Personally I would say this is mandatory for any system using certificates.

5 Likes

Example certbot docker-compose.yml for use with Traefik's provider.http with inline TLS certificates. It will create LetsEncrypt certificates for all Hosts, Traefik will just see them as regular TLS certificate files in dynamic configuration.
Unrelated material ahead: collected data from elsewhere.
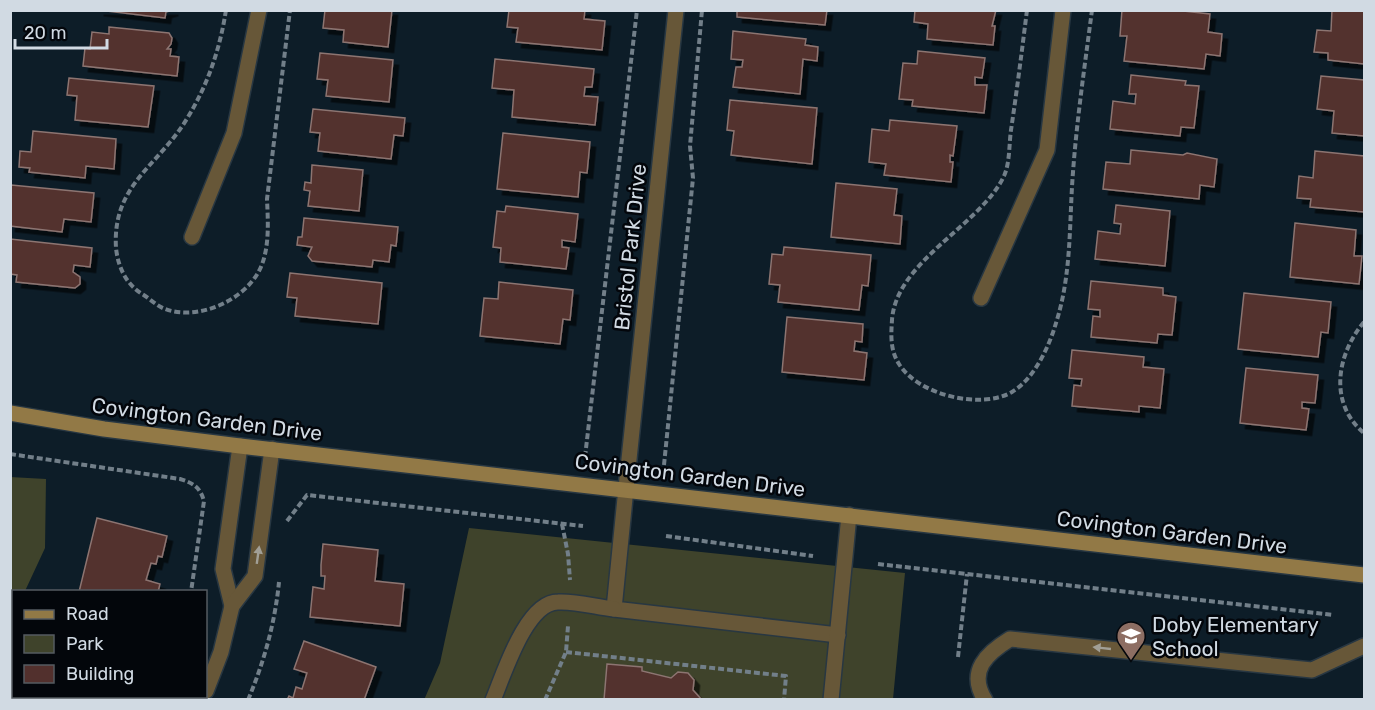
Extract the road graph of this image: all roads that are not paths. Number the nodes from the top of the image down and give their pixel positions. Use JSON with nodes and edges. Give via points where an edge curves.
{"nodes":[{"id":1,"x":259,"y":10,"type":"edge"},
{"id":2,"x":676,"y":10,"type":"edge"},
{"id":3,"x":1063,"y":10,"type":"edge"},
{"id":4,"x":192,"y":237,"type":"dead end"},
{"id":5,"x":981,"y":298,"type":"dead end"},
{"id":6,"x":10,"y":413,"type":"edge"},
{"id":7,"x":240,"y":446,"type":"junction"},
{"id":8,"x":272,"y":449,"type":"junction"},
{"id":9,"x":626,"y":488,"type":"junction"},
{"id":10,"x":849,"y":514,"type":"junction"},
{"id":11,"x":1365,"y":575,"type":"edge"},
{"id":12,"x":232,"y":606,"type":"junction"},
{"id":13,"x":614,"y":609,"type":"junction"},
{"id":14,"x":838,"y":635,"type":"junction"},
{"id":15,"x":1364,"y":644,"type":"edge"},
{"id":16,"x":207,"y":688,"type":"edge"},
{"id":17,"x":493,"y":699,"type":"edge"},
{"id":18,"x":831,"y":699,"type":"edge"},
{"id":19,"x":985,"y":699,"type":"edge"}],
"edges":[{"from":1,"to":4,"type":"street","via":[[234,133]]},
{"from":2,"to":9,"type":"street","name":"Bristol Park Drive"},
{"from":3,"to":5,"type":"street","via":[[1047,150]]},
{"from":6,"to":7,"type":"street","name":"Covington Garden Drive"},
{"from":7,"to":8,"type":"street","name":"Covington Garden Drive"},
{"from":7,"to":12,"type":"street","via":[[223,569]]},
{"from":8,"to":9,"type":"street","name":"Covington Garden Drive"},
{"from":12,"to":8,"type":"street","one_way":true,"via":[[255,576]]},
{"from":9,"to":10,"type":"street","name":"Covington Garden Drive"},
{"from":9,"to":13,"type":"street","name":"Bristol Park Drive"},
{"from":10,"to":11,"type":"street","name":"Covington Garden Drive"},
{"from":10,"to":14,"type":"street"},
{"from":12,"to":16,"type":"street"},
{"from":13,"to":14,"type":"street"},
{"from":13,"to":17,"type":"street","via":[[556,601],[537,610],[521,635]]},
{"from":14,"to":18,"type":"street"},
{"from":15,"to":19,"type":"street","one_way":true,"via":[[1312,670],[1010,639],[987,653],[979,672],[980,692]]}]}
THIS IS NOT PRODUCTION READY.

version: '3.9'

  certbot:
    image: certbot/certbot
    entrypoint: ["/bin/sh", "-c"]
    command: 
      - |
        apk add curl pcre-tools jq

        WEBROOT=/webroot
        echo WEBROOT $$WEBROOT
        mkdir -p $$WEBROOT/.well-known/acme-challenge

        echo START WEBSERVER
        python -m http.server 80 --directory $$WEBROOT &
        /bin/sleep 2

        while true; do

          echo FETCH DOMAINS
          DOMAINS=$$( \
            curl --silent --max-time 5 http://user:pass@traefik_traefik:8080/api/http/routers | \
            pcregrep -o '(?<=Host\(`).*?(?=`\))' | sort | uniq \
          )
          echo FETCH DONE

          for NAME in $$DOMAINS; do
            echo DOMAIN $$NAME

            FILE=/.well-known/acme-challenge/traefik-certbot-$$EPOCHREALTIME
            touch $$WEBROOT$$FILE
            curl --silent --max-time 5 http://$$NAME$$FILE >> /dev/null
            ERR=$$?
            rm $$WEBROOT$$FILE

            if [ $$ERR -eq 0 ]; then
              echo DOMAIN CHALLENGE OK, RUN CERTBOT
              certbot certonly \
                --webroot -w $$WEBROOT \
                --non-interactive \
                --agree-tos \
                --no-eff-email \
                --keep-until-expiring \
                -m email@example.com \
                --quiet \
                --cert-name $$NAME \
                -d $$NAME
              if [ $$? -eq 0 ]; then
                echo CERTBOT OK $$NAME
              else
                echo CERTBOT FAILED $$NAME
              fi
            else
              echo DOMAIN CHALLENGE FAILED http://$$NAME$$FILE
            fi

          done

          echo TRAEFIK TLS FILE GENERATION
          FILE=$$WEBROOT/traefik-certbot.yml
          printf "tls:\n  options:\n    default:\n      minVersion: VersionTLS12\n  certificates:\n" > $$FILE
          for NAME in $$(find /etc/letsencrypt/live/ -maxdepth 1 -mindepth 1 -type d -print) ; do
            echo TRAEFIK TLS FILE ADD $$NAME
            printf "    # CERT FILE $$NAME\n" >> $$FILE
            printf "    - certFile: |-\n" >> $$FILE
            sed -e 's/^/        /' $$NAME/fullchain.pem >> $$FILE
            printf "      keyFile: |-\n" >> $$FILE
            sed -e 's/^/        /' $$NAME/privkey.pem >> $$FILE
          done

          #echo TREAFIK TLS FILE CONTENT
          #cat $$WEBROOT/traefik-certbot.yml

          echo SLEEP
          /bin/sleep 15
        done

    hostname: '{{.Node.Hostname}}'
    networks:
      - proxy
    volumes:
      - traefik-certificates:/etc/letsencrypt
    deploy:
      replicas: 1 # only single instance
      placement:
        constraints:
          - node.role==manager # for service discovery
      labels:
        - 'traefik.enable=true'
        - 'traefik.http.routers.certbot.entrypoints=web'
        - 'traefik.http.routers.certbot.rule=PathPrefix(`/.well-known/acme-challenge`)'
        - 'traefik.http.routers.certbot.priority=1024'
        - 'traefik.http.services.certbot.loadbalancer.server.port=80'

Pieces of the Traefik static configuration:

providers:
  docker:
    endpoint: "unix:///var/run/docker.sock"
    swarmMode: true
    exposedByDefault: false
    network: proxy
  
  # for dashboard
  file: 
    filename: /traefik-dynamic.yml
    watch: true

  # for LetsEncrypt certificates from certbot
  http: 
    endpoint: "http://traefik_certbot/traefik-certbot.yml"
    pollInterval: 15s
    pollTimeout: 5s
    
entryPoints:
  web:
    address: :80
    http:
      redirections:
        entryPoint:
          to: websecure
          scheme: https
          priority: 1000 # needed for certbot to be able to overrule
  websecure:
    ...

It's probably better to use a shared folder across all Traefik nodes and write the dynamic config file into the folder and use Traefik with watching provider.file instead. Then you could just copy and reference the certificates instead of inlining them. Be aware that the host folder needs to exist when running with Docker Swarm.

This topic was automatically closed 30 days after the last reply. New replies are no longer allowed.